In the glossary, the definition of keystone species--“a species that keeps the populations of other species under control”--is so simplified as to give a false impression of the concept. This definition is closer to the definition of apex species or apex predator. From Wikipedia: A keystone species is a species that has a disproportionately large effect on its environment relative to its abundance.
Everglades Research Journal
At least, this gender neutral narrator indicates her guide is a female. My questioning nature having been aroused, I still tend to doubt everything. On p. 24, a photo of a hardwood hammock shows nothing but palm trees. Could a more representative picture be found?

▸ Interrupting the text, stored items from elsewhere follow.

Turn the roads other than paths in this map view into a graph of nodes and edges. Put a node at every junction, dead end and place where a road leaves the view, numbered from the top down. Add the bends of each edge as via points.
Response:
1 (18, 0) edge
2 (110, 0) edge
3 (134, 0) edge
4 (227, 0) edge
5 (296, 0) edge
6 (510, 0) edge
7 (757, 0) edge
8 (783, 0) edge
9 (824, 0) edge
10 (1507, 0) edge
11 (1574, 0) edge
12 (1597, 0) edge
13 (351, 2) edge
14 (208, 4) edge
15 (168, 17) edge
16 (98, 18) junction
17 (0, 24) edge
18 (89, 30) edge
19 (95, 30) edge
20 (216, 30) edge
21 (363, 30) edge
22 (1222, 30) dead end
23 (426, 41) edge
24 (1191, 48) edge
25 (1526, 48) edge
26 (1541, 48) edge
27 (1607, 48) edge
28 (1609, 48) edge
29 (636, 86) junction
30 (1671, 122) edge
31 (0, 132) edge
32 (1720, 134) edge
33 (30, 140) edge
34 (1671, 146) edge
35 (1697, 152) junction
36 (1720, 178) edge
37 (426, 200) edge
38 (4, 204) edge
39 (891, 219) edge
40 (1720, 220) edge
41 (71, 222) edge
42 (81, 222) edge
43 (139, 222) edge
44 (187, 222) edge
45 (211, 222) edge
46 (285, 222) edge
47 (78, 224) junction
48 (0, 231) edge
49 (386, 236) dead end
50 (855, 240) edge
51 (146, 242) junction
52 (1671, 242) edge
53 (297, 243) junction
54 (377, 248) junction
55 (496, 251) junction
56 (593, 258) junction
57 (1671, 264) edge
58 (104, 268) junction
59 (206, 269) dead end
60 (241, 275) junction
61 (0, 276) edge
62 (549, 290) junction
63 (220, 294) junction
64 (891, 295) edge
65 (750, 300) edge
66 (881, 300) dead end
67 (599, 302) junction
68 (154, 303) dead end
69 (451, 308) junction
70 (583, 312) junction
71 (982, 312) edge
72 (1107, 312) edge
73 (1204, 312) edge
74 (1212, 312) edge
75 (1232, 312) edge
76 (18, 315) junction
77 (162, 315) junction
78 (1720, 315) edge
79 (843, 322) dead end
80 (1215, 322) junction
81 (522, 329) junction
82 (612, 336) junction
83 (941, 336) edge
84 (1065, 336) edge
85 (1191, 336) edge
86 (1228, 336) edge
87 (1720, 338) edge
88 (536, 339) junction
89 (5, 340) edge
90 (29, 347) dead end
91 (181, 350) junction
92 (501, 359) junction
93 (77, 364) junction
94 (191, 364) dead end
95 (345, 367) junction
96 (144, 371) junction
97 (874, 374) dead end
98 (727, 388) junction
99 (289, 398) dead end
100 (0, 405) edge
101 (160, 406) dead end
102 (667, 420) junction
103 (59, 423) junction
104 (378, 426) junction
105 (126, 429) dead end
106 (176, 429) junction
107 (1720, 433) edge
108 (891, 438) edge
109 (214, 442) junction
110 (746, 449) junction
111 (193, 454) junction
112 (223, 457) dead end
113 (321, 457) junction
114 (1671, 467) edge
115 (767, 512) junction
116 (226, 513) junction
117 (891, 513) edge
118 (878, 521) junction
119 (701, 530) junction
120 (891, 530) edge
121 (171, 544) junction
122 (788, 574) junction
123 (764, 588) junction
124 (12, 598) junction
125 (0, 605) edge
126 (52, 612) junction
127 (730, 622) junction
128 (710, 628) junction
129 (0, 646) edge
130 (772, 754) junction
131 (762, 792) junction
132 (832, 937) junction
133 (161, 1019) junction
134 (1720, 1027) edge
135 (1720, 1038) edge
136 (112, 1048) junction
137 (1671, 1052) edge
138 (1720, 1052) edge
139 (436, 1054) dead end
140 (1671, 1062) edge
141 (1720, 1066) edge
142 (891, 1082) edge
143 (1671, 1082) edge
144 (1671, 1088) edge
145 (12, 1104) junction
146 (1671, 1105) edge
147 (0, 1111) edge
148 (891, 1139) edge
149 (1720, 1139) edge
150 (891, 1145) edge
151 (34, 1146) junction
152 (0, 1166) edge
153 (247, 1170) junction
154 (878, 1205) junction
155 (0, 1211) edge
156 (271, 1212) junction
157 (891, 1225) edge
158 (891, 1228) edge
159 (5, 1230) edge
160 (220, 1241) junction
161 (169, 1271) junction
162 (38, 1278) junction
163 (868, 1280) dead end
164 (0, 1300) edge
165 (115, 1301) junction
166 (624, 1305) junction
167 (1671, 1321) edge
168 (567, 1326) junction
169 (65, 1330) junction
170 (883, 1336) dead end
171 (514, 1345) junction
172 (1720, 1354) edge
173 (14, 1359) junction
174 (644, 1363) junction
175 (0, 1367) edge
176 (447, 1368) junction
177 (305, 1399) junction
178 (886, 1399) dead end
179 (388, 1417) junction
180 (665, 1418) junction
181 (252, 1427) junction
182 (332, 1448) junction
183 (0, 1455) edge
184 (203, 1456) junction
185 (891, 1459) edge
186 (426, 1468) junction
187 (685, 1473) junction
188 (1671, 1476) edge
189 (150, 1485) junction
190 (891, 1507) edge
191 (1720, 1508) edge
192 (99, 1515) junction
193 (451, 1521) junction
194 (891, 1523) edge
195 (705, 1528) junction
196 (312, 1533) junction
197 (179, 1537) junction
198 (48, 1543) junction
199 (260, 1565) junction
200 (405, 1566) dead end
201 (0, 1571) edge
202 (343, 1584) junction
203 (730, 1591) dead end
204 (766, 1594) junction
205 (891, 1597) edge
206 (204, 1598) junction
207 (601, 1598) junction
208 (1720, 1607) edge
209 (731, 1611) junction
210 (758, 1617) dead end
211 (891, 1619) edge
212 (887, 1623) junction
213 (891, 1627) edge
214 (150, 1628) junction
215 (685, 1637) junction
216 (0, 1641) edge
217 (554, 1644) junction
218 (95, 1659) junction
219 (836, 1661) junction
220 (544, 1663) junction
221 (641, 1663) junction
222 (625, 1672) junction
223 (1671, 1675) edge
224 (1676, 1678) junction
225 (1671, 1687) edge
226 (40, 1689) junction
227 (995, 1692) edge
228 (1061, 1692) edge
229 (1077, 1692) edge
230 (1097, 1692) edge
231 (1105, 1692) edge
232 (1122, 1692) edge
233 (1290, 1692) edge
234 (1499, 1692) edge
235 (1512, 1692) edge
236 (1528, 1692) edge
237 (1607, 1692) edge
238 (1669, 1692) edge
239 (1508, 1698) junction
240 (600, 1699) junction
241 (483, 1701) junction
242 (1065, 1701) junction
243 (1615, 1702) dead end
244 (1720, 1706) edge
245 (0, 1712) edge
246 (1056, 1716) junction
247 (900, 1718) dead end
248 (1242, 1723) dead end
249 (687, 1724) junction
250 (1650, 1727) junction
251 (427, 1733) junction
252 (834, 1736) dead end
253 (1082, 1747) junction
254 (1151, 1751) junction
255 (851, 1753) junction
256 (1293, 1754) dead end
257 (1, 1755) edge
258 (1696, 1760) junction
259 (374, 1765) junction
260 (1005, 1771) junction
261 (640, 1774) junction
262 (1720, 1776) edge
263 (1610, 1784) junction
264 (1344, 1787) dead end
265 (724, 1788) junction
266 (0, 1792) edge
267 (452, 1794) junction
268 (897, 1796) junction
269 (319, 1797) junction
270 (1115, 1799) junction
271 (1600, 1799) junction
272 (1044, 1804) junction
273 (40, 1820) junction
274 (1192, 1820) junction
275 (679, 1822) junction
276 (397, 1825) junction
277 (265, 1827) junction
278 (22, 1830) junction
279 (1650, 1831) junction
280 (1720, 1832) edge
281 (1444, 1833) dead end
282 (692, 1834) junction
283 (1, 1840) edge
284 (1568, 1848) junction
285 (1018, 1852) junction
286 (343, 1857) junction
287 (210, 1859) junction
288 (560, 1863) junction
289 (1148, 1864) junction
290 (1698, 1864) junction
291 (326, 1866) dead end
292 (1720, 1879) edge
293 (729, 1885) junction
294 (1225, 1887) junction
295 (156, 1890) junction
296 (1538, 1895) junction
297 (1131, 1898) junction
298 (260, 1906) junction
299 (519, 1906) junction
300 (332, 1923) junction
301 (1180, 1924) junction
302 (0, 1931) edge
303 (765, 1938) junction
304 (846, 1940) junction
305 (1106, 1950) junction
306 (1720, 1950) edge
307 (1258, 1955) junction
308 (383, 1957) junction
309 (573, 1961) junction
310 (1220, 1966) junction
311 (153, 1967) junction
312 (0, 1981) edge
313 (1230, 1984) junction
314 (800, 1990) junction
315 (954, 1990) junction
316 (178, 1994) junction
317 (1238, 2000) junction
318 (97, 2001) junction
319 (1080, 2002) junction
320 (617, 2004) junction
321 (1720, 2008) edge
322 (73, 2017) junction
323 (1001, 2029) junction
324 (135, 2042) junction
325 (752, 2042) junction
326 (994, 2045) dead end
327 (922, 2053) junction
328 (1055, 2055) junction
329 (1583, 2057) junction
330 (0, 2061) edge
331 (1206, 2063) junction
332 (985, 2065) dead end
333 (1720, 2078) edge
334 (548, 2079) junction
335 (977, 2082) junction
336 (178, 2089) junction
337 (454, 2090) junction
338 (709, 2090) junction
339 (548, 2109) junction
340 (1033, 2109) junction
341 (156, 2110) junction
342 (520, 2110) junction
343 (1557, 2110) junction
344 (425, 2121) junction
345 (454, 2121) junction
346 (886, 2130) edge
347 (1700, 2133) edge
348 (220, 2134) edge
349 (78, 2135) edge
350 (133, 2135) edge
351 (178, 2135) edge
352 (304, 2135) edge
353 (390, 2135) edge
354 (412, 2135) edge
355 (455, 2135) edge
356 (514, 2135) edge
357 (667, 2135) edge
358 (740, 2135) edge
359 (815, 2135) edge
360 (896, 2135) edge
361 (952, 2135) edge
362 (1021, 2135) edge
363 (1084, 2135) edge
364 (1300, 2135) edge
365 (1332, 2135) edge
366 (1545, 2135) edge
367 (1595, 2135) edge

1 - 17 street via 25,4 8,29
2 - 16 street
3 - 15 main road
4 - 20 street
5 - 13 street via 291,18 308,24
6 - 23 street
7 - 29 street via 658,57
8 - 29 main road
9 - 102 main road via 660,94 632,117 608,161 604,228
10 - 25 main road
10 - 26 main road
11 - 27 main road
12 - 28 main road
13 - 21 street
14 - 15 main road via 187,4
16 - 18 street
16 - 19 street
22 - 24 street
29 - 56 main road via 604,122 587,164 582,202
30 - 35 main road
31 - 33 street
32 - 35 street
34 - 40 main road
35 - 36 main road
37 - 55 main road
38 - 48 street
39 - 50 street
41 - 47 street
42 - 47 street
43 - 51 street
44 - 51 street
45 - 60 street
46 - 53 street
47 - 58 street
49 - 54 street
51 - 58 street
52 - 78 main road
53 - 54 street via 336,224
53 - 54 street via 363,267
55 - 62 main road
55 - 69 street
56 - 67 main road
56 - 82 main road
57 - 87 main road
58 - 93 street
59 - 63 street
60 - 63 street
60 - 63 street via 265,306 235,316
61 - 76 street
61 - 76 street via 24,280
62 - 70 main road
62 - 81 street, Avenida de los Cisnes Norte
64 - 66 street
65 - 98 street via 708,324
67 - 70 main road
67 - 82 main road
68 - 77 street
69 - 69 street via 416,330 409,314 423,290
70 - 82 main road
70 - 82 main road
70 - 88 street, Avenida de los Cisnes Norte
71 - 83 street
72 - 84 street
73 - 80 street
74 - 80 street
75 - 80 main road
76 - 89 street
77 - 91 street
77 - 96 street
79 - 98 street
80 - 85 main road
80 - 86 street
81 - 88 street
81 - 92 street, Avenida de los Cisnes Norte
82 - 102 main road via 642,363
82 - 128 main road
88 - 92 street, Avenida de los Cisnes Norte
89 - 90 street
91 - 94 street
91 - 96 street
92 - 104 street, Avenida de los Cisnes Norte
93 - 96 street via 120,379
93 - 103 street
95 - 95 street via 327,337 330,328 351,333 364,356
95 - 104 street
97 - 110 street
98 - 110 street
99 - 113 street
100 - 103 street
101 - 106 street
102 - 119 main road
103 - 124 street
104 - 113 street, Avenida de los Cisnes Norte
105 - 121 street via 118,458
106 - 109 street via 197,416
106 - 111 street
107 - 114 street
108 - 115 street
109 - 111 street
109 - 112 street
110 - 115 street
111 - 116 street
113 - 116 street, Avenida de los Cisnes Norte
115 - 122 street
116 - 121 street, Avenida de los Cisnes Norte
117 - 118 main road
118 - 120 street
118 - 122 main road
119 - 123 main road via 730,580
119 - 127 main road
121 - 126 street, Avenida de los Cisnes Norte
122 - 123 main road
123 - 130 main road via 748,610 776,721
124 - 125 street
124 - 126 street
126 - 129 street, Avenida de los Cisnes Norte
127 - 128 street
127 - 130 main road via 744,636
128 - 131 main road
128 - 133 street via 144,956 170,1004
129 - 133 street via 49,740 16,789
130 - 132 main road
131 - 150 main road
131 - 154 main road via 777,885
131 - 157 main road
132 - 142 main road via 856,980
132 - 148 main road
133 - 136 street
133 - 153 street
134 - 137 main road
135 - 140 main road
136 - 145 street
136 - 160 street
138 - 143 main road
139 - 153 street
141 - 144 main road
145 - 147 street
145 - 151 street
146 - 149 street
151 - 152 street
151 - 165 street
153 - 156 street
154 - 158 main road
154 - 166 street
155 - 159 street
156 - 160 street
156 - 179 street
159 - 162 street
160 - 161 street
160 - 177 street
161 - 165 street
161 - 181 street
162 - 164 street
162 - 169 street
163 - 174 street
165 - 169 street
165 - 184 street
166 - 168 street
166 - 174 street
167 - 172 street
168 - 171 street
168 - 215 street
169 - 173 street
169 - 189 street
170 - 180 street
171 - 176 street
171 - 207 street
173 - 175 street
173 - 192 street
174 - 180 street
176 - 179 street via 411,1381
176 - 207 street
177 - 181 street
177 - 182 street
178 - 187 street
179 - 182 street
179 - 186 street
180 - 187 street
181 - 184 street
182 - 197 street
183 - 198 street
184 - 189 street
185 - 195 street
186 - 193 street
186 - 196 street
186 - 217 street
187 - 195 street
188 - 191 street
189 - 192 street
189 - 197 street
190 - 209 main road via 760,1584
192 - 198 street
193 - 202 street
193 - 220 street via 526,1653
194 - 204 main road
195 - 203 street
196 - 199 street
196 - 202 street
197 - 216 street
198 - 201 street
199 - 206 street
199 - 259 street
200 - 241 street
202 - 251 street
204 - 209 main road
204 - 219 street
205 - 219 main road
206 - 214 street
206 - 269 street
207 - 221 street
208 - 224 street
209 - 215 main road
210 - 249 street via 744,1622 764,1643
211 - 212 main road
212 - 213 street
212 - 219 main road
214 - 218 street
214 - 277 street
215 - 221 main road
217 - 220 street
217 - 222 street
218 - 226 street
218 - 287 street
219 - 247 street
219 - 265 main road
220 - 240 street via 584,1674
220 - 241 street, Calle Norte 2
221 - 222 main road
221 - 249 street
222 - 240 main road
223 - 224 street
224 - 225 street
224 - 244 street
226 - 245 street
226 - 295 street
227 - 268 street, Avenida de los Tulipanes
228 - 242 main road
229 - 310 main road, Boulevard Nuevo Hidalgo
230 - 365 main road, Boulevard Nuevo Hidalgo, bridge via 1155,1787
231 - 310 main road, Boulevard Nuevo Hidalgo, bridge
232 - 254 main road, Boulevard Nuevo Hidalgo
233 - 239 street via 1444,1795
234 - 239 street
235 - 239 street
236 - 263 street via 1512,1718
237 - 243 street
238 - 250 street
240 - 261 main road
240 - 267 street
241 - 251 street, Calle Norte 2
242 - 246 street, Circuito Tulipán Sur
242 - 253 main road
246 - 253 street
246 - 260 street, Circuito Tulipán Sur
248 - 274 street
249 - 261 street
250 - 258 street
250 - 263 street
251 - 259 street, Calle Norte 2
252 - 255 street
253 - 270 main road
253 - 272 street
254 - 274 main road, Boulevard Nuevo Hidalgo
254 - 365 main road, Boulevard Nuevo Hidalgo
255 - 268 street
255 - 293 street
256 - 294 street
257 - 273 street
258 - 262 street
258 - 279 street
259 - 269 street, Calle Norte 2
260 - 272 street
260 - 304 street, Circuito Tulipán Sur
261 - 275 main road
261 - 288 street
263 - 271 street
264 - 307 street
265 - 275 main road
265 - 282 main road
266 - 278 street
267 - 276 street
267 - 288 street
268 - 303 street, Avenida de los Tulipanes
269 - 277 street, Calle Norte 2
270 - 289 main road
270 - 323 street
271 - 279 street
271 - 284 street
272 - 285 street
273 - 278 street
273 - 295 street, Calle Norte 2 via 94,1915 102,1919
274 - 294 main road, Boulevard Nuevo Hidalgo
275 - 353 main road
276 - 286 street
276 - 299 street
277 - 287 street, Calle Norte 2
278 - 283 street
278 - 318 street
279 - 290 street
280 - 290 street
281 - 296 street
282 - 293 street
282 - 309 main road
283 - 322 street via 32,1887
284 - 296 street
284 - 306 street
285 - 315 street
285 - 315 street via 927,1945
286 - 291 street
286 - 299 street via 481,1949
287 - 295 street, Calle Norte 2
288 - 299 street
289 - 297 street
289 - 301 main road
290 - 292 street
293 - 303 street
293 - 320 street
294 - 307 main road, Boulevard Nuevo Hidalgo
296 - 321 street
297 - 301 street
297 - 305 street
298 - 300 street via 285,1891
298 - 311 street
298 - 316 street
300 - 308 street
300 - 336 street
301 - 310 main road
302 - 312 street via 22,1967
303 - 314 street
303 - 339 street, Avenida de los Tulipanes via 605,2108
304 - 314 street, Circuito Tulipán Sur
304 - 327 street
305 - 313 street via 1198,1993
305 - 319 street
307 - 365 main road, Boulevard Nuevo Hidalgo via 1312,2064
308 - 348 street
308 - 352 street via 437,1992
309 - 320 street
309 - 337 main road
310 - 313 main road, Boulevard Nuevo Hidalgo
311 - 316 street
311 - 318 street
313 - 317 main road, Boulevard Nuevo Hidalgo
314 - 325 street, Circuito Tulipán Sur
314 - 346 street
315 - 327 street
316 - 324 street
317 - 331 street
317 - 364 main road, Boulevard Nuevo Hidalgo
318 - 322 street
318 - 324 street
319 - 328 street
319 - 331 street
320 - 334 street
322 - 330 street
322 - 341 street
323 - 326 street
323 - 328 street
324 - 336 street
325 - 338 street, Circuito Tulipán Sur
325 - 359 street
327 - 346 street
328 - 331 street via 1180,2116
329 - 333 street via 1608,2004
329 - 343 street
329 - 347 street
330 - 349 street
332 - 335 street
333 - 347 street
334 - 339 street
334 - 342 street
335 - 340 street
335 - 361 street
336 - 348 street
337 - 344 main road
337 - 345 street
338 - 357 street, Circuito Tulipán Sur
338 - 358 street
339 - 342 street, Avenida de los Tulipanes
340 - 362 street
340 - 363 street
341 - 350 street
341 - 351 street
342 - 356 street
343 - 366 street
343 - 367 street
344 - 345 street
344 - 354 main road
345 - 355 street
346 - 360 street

Great Barrier Reef Research Journal
So I have a bee in my bonnet about mangroves. In this volume, p.18 states “Mangroves are flooded forests of trees.” From Wikipedia “Mangroves are salt-tolerant trees, also called halophytes, and are adapted to life in harsh coastal conditions.” So, not any tree will do.
Also, on p. 19, in a discussion of the importance of crabs to mangroves and salt marshes, the author states “Crabs also increase the oxygen in the water.” On a third careful reading of the paragraph and some confirming research, I realize that, if you connect this sentence to the next with “because” you may have an accurate statement. “Crabs also increase the oxygen in the water, [because] pockets of air get trapped in their burrows.” Only simple sentences seem to be allowed.
Rocky Mountain Research Journal
On the first page of text, next to a map of the region, the author states: “The mountains stretch along the western coast of Canada and the United States.” I’m sure the residents of western Alberta, Idaho, Montana, Wyoming, Colorado, and Utah will be surprised to learn that they live on the coast.
On p. 14, the “Sightings” block states, “I saw a flock of snow geese,” but what is pictured is a Canada goose.
On p. 23, a “status report” on a Half-moon hairstreak butterfly describes it as having brownish black wings with black spots. The photo chosen shows a yellowish green butterfly.
The text on p. 25 completes a discussion of pine beetle infestation of lodge pole pines and moves on to discuss chronic wasting disease in deer. The bottom half of the page has a chart of numbers of deer with chronic wasting disease and a photo of a tree with rusty red needles captioned, “Chronic wasting disease turns trees rust-red.”
The Status Report of Stone Sheep on p. 27 states it is a “tinhorn” sheep; that should, of course, be “thinhorn sheep” (Ovis dalli)--as opposed to “bighorn sheep” (Ovis canadensis)
Sonoran Desert Research Journal
This volume has some of the worst examples of photoshopping: p. 14 a bobwhite quail obviously added to grasslands of different proportion, p.20 both the great horned owl and the wood rat seem added to the picture, and p.24 where an off-road vehicle and creosote bush are added to a sand-dune scene.
There is also a photo of “Mexican giant cardoons … the tallest cactuses in the world” (p. 22), but there is nothing in the picture to indicate the scale of the cactus and no height is given. Also pictured on the same page are Boojum trees which look weird and interesting. They are also mentioned in the text, but with no explanation of what they are, why they look like that, or what their place in the ecosystem might be.
The more closely you read these books, the more flaws are revealed in terms of errors, misleading charts, etc. It is a shame because some interesting topic such UNESCO’s World Biosphere Reserves, in which sustainable development is being studied, are mentioned once and not explored.
The long and the short of it is: do not buy these books.
Rebecca King, now retired, was the Library Support Specialist for the Halifax Regional School Board.